The exact mechanisms that cause caribou to avoid mines, roads and oilfields has not been clearly identified. The effects of mine activities that may affect caribou habitat selection include visual disturbance, noise and dust-fall (Boulanger et al. 2012). Dust-fall may include either the larger particles of fugitive dust or the very fine particles that are carried by the wind for 10s of km. Dust is caused by blasting, piling and sorting rock and to a large degree from road traffic, and affects vegetation including lichens (Chen et al. 2017). Accumulation of dust on vegetation will often depend on wind patterns as well as rainfall events. In addition, noise propagated by mining surface vehicles can potentially be detected by caribou at 6 km, helicopters at 15 km, blasts at 40 km and larger aircraft at 100 km distance (Leblanc et al. 2018). These types of covariates were not available for our study and we suggest that studies should plan systematic collection of mine-related covariates as part of the monitoring program. Our study also did not address the effects of seasonal winter roads to access mines which may also create response and disturbance patterns (Paton et al. 2017) as well as demographic effects due to harvest near winter roads (Boulanger et al. 2011).

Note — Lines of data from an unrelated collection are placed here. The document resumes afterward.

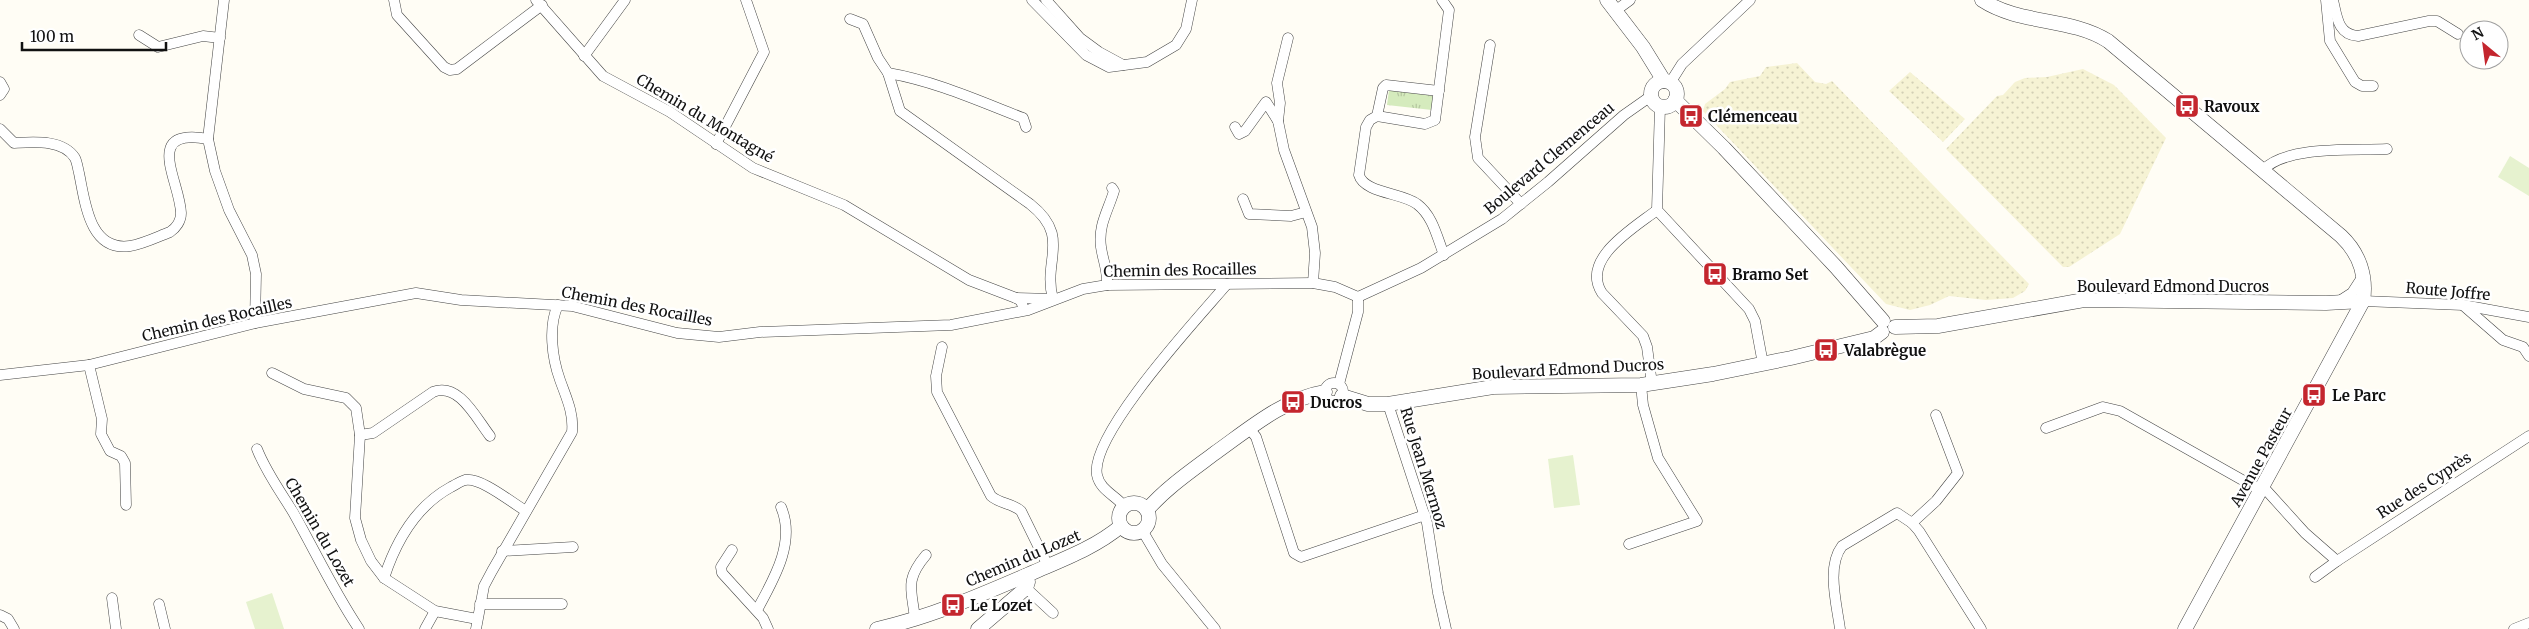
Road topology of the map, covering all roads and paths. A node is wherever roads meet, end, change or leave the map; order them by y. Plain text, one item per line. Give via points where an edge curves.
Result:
1 (224, 0) edge
2 (394, 0) edge
3 (625, 0) edge
4 (746, 0) edge
5 (1032, 0) edge
6 (1046, 0) edge
7 (1192, 0) edge
8 (1442, 0) edge
9 (1630, 0) edge
10 (1750, 0) edge
11 (1982, 0) edge
12 (2326, 0) edge
13 (2333, 0) edge
14 (539, 2) edge
15 (1611, 6) edge
16 (850, 19) dead end
17 (2458, 34) dead end
18 (139, 36) dead end
19 (220, 38) junction
20 (1288, 38) dead end
21 (1490, 45) dead end
22 (584, 56) junction
23 (1123, 65) junction
24 (888, 73) junction
25 (0, 82) edge
26 (1667, 82) junction
27 (2373, 86) dead end
28 (1439, 91) junction
29 (0, 95) edge
30 (1676, 100) junction
31 (1656, 101) junction
32 (1377, 116) junction
33 (1278, 121) junction
34 (1026, 127) dead end
35 (1235, 127) dead end
36 (0, 129) edge
37 (208, 139) junction
38 (716, 144) junction
39 (2388, 149) dead end
40 (2263, 170) junction
41 (1112, 188) dead end
42 (1242, 200) dead end
43 (1521, 204) junction
44 (1657, 210) junction
45 (1306, 212) junction
46 (1444, 255) junction
47 (2363, 276) junction
48 (1227, 284) junction
49 (1313, 284) junction
50 (1107, 285) junction
51 (1358, 297) junction
52 (1016, 298) junction
53 (1053, 299) junction
54 (2363, 301) junction
55 (2337, 302) junction
56 (558, 305) junction
57 (2463, 305) junction
58 (1024, 310) junction
59 (2529, 317) edge
60 (255, 323) junction
61 (1887, 326) junction
62 (942, 347) dead end
63 (2529, 356) edge
64 (1763, 364) junction
65 (88, 365) junction
66 (272, 373) dead end
67 (0, 375) edge
68 (1646, 384) junction
69 (1340, 390) junction
70 (1326, 392) junction
71 (1388, 404) junction
72 (1936, 415) dead end
73 (1249, 428) junction
74 (2046, 428) dead end
75 (360, 435) junction
76 (490, 436) dead end
77 (2529, 436) edge
78 (257, 449) dead end
79 (2261, 489) junction
80 (126, 505) dead end
81 (1124, 506) junction
82 (781, 507) dead end
83 (1147, 510) junction
84 (526, 511) junction
85 (1425, 515) junction
86 (1912, 522) junction
87 (1121, 526) junction
88 (1142, 530) junction
89 (1629, 544) dead end
90 (573, 547) dead end
91 (732, 550) dead end
92 (502, 551) junction
93 (926, 555) dead end
94 (2337, 561) junction
95 (1048, 566) junction
96 (2315, 577) dead end
97 (384, 578) junction
98 (1026, 582) junction
99 (999, 587) junction
100 (112, 598) dead end
101 (159, 604) dead end
102 (480, 604) junction
103 (562, 604) dead end
104 (757, 610) junction
105 (435, 611) junction
106 (1053, 613) dead end
107 (996, 614) junction
108 (0, 615) edge
109 (915, 619) junction
110 (2529, 623) edge
111 (476, 624) edge
112 (14, 629) edge
113 (116, 629) edge
114 (165, 629) edge
115 (359, 629) edge
116 (425, 629) edge
117 (768, 629) edge
118 (877, 629) edge
119 (978, 629) edge
120 (1215, 629) edge
121 (1446, 629) edge
122 (1840, 629) edge
123 (1981, 629) edge
124 (2185, 629) edge
125 (2514, 629) edge

1 - 19 street
2 - 14 street via 397,15 450,70 457,69
3 - 22 street
4 - 38 street via 764,52
5 - 23 street via 1086,55 1109,67
6 - 23 street via 1080,38
7 - 23 street via 1186,29 1176,45 1147,62
8 - 28 street via 1449,10
9 - 15 street
10 - 26 street
11 - 40 street via 2003,11 2098,35
12 - 27 street via 2330,41 2355,82
13 - 17 street via 2339,25 2350,36 2428,21 2436,21
14 - 22 street, Chemin du Montagné
15 - 26 street
16 - 24 street via 864,24
18 - 19 street via 158,47 204,36
19 - 37 street
20 - 33 street via 1278,83
21 - 43 street via 1475,137 1478,158
22 - 38 street, Chemin du Montagné via 603,76 670,112
24 - 34 street via 918,78 952,90 1023,118
24 - 53 street via 900,111 1030,204 1047,220 1053,237 1050,280
25 - 29 street via 4,89
26 - 30 street via 1676,90
26 - 31 street via 1656,84
28 - 32 street via 1386,85
28 - 32 street via 1436,116 1430,124
30 - 31 street via 1669,106
30 - 61 street via 1836,267
31 - 43 street, Boulevard Clemenceau via 1618,120
31 - 44 street
32 - 46 street via 1366,127 1361,180 1366,185 1416,202 1431,220
33 - 35 street via 1266,102 1245,131 1239,134
33 - 45 street via 1284,150
36 - 37 street via 14,143 54,144 75,158 88,216 98,236 119,246 130,246 174,229 181,213 168,162 170,150 183,137
37 - 60 street via 214,171 252,255 256,274
38 - 52 street, Chemin du Montagné via 753,168 844,205 969,280
39 - 40 street via 2294,153 2276,160
40 - 47 street via 2347,241 2357,256
41 - 50 street via 1113,196 1102,220 1101,247 1108,272
42 - 45 street via 1249,214 1291,216
43 - 46 street, Boulevard Clemenceau
44 - 64 street via 1749,309
44 - 68 street via 1608,251 1596,274 1597,284 1648,347
45 - 49 street via 1312,227 1315,253
46 - 51 street, Boulevard Clemenceau
47 - 54 street
47 - 55 street via 2352,293
48 - 49 street, Chemin des Rocailles
48 - 50 street, Chemin des Rocailles
48 - 81 street via 1148,376 1099,455 1096,475 1099,482
49 - 51 street, Chemin des Rocailles via 1335,287
50 - 53 street, Chemin des Rocailles
51 - 69 street via 1358,312
52 - 53 street, Chemin du Montagné
52 - 58 street
53 - 58 street, Chemin des Rocailles
54 - 55 street, Boulevard Edmond Ducros
54 - 57 street, Route Joffre
54 - 79 street, Avenue Pasteur
55 - 61 street, Boulevard Edmond Ducros via 2084,300 1938,326
56 - 58 street, Chemin des Rocailles via 677,333 719,337 775,331 931,327
56 - 60 street, Chemin des Rocailles via 462,300 416,293
56 - 84 street via 552,318 556,366 571,412 572,432
57 - 59 street, Route Joffre
57 - 63 street via 2503,340 2524,347
60 - 65 street, Chemin des Rocailles
61 - 64 street, Boulevard Edmond Ducros via 1874,338
62 - 95 street via 935,384 942,403 991,496 1021,512
64 - 68 street, Boulevard Edmond Ducros
65 - 67 street, Chemin des Rocailles
65 - 80 street via 102,419 101,434 110,451 121,456 126,463
66 - 75 street via 304,389 346,398 357,411
68 - 71 street, Boulevard Edmond Ducros via 1493,387
68 - 89 street via 1643,405 1658,458 1697,521
69 - 70 street via 1331,383
69 - 70 street via 1338,400 1332,400
69 - 71 street, Boulevard Edmond Ducros via 1368,404
70 - 73 street via 1293,402
71 - 85 street, Rue Jean Mermoz
72 - 86 street via 1958,473 1936,501
73 - 83 street via 1171,487
73 - 85 street via 1256,437 1294,552 1301,558
74 - 79 street via 2103,407 2120,411
75 - 76 street via 373,433 428,394 442,388 452,391
75 - 97 street via 355,518 370,561
77 - 94 street, Rue des Cyprès
78 - 115 street, Chemin du Lozet
79 - 94 street via 2267,491
79 - 124 street, Avenue Pasteur
81 - 83 street via 1136,503
81 - 87 street via 1119,518
82 - 104 street via 787,529 786,544 774,578
83 - 88 street via 1148,521
84 - 92 street
84 - 97 street via 479,482 465,480 442,492 419,511 400,539
85 - 121 street, Rue Jean Mermoz
86 - 122 street via 1897,513 1842,546 1836,554 1834,565
86 - 123 street
87 - 88 street via 1129,532
87 - 95 street, Chemin du Lozet via 1083,550
88 - 120 street via 1162,564
90 - 92 street
91 - 104 street via 721,567 722,574
92 - 102 street via 484,586
93 - 109 street via 914,571 910,590
94 - 96 street, Rue des Cyprès
95 - 98 street, Chemin du Lozet
97 - 105 street
98 - 99 street, Chemin du Lozet
98 - 106 street
98 - 107 street
99 - 107 street
99 - 109 street, Chemin du Lozet
100 - 113 street
101 - 114 street
102 - 103 street
102 - 111 street
104 - 117 street
105 - 111 street
105 - 116 street
107 - 119 street
108 - 112 street via 8,619
109 - 118 street, Chemin du Lozet
110 - 125 street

Other possible factors driving habitat selection and avoidance of particular areas are learning, memory and social behavior (Foss-Grant et al. 2018, Martinez-Garcia et al. 2019). Caribou show high fidelity to calving and summer ranges and older cows likely pass on their accumulated knowledge to younger caribou. This likely includes knowledge of key water crossings and migratory routes. Avoidance of areas such as mines as a learnt behavior could also be passed from older to younger caribou. Fagan et al. (2013) reviewed recent understanding of memory and movement and emphasized how cognitive memory is a key toward efficient movement through complex landscapes. Correlated movements among individuals may result from similar responses to a habitat attribute (Calabrese et al. 2018).

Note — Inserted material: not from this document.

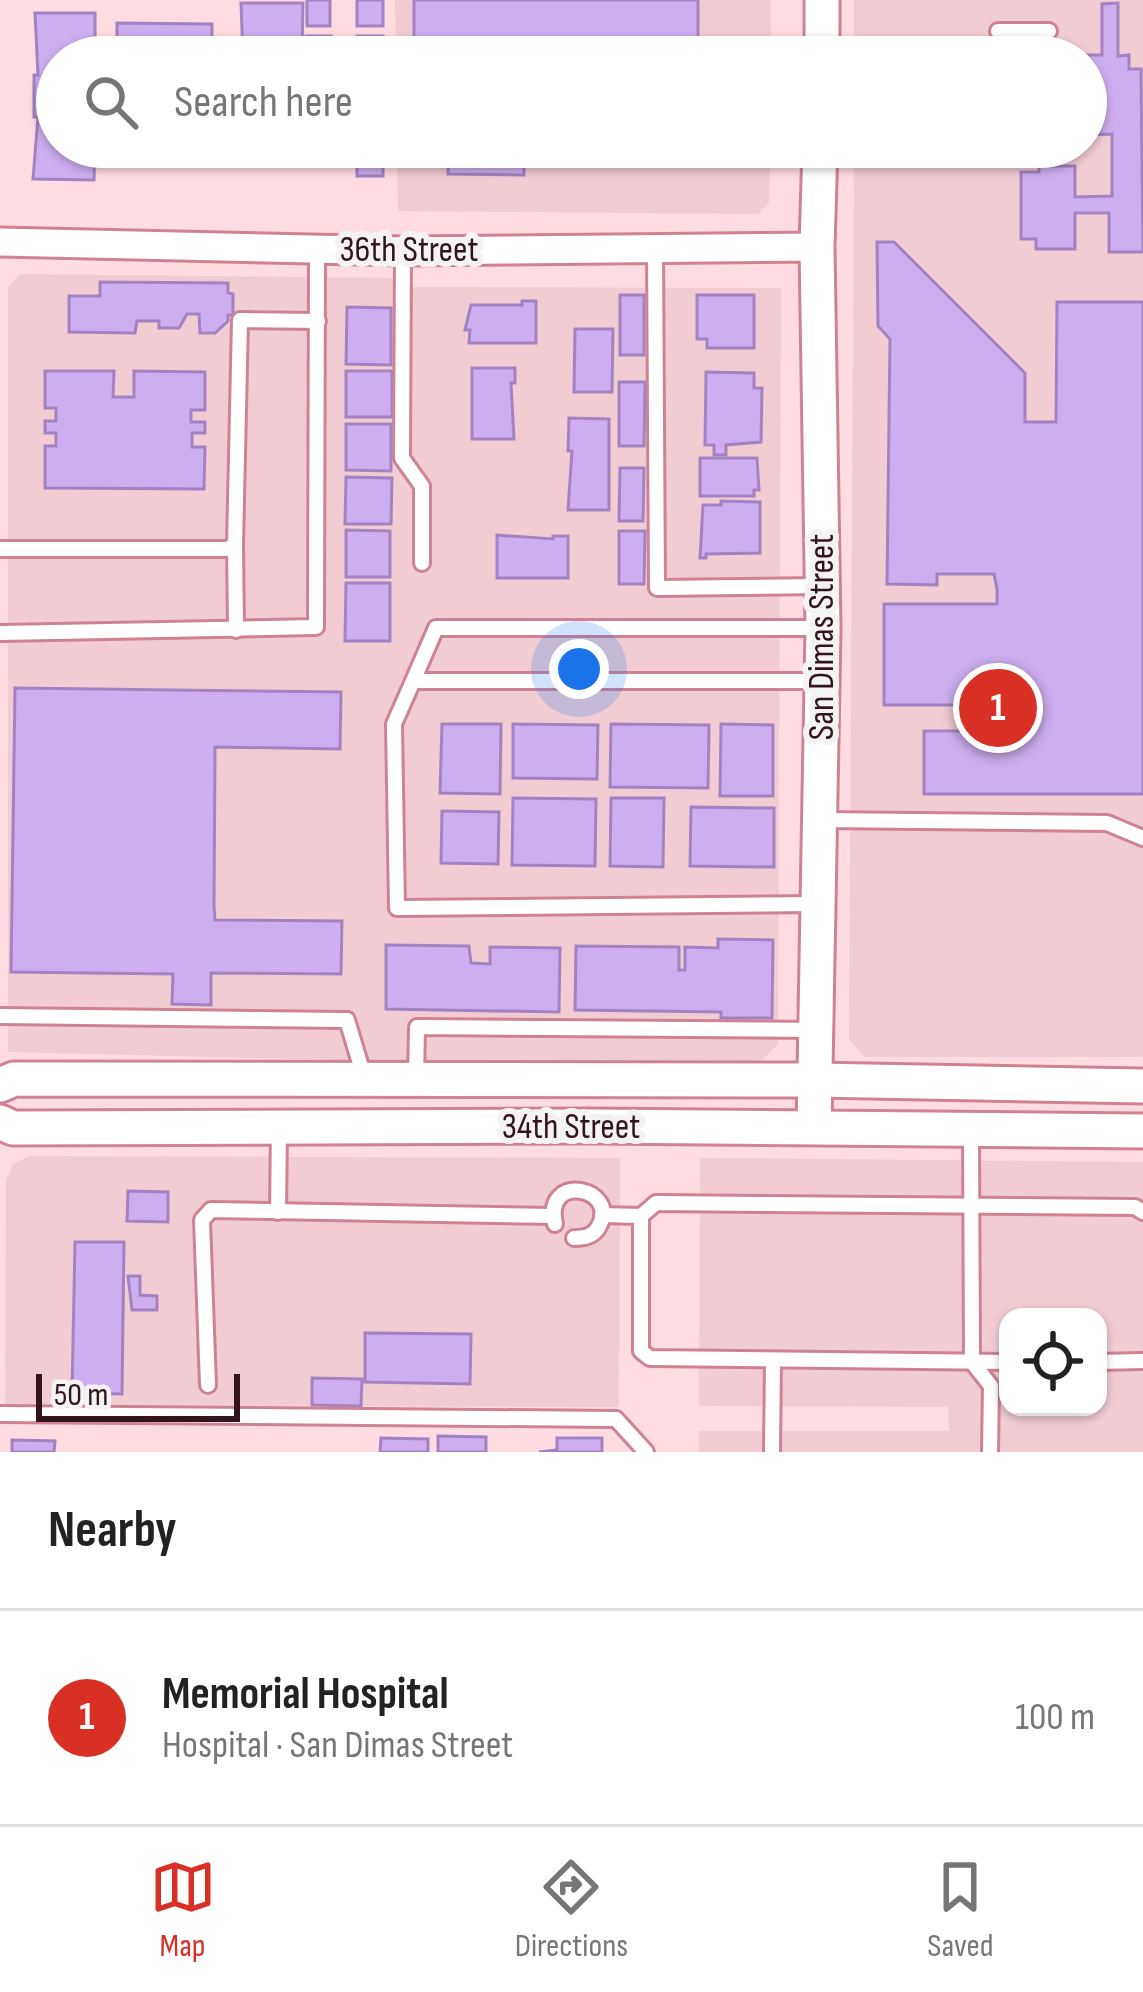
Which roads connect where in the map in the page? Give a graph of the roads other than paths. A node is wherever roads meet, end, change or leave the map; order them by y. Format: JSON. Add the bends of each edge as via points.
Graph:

Analysis of collared caribou data cannot necessarily address which of these factors – dust, noise or behavioural learning, or a combination of these – is responsible for the ZOI around human infrastructure. A more detailed understanding of what exactly caribou are avoiding would be important in designing adaptive mitigations that could reduce ZOI detected for caribou. As well as not yet capturing the role of memory, our dependence on collaring individuals has not yet quantified how movements are correlated among individuals, which is essential in describing how individuals respond.

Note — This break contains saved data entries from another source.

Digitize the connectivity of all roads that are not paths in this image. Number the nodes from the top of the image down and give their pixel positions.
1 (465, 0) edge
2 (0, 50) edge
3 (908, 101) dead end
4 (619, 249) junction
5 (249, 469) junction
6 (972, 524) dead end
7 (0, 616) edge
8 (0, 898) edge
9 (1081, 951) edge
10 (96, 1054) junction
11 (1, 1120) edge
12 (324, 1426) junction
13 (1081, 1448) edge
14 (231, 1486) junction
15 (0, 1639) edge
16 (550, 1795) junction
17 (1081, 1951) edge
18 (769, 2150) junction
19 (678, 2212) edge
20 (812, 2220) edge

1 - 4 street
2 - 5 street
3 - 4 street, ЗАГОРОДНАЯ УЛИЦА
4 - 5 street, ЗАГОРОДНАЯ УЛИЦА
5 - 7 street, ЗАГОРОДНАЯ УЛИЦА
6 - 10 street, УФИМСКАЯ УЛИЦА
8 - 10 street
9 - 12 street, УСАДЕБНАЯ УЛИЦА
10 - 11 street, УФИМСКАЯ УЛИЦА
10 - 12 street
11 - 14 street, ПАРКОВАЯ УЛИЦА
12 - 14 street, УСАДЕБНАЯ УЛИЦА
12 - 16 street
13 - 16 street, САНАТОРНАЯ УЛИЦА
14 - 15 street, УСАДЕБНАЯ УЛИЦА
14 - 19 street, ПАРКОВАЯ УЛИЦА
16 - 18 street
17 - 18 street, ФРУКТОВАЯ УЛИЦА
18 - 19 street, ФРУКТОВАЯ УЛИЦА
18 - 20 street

Our analyses demonstrate that ZOI estimation reveals yearly and spatial variation in how caribou react towards mine sites. In this context, the effect size of ZOI may be the best indicator of trends in response to mines given that it accounts for both spatial displacement as well as the magnitude of habitat selection related to ZOI. We suggest that ZOI should be estimated yearly given variation in climate, demographic and mine-related covariates. A regression-based estimate of ZOI standardized for mean covariate values provides a way to assess overall ZOI while accounting for climatic or other covariate variation. The analyses in this paper demonstrate how satellite collars can be used for this objective; however, analyses need to account for spatial scale and environmental variability that may also show temporal trends. The added advantages of collars are that they provide information on demographics such as adult survival as well as other useful information for management and research. Therefore, estimation of ZOI from collared individuals can be a complementary part of an integrated system of caribou management.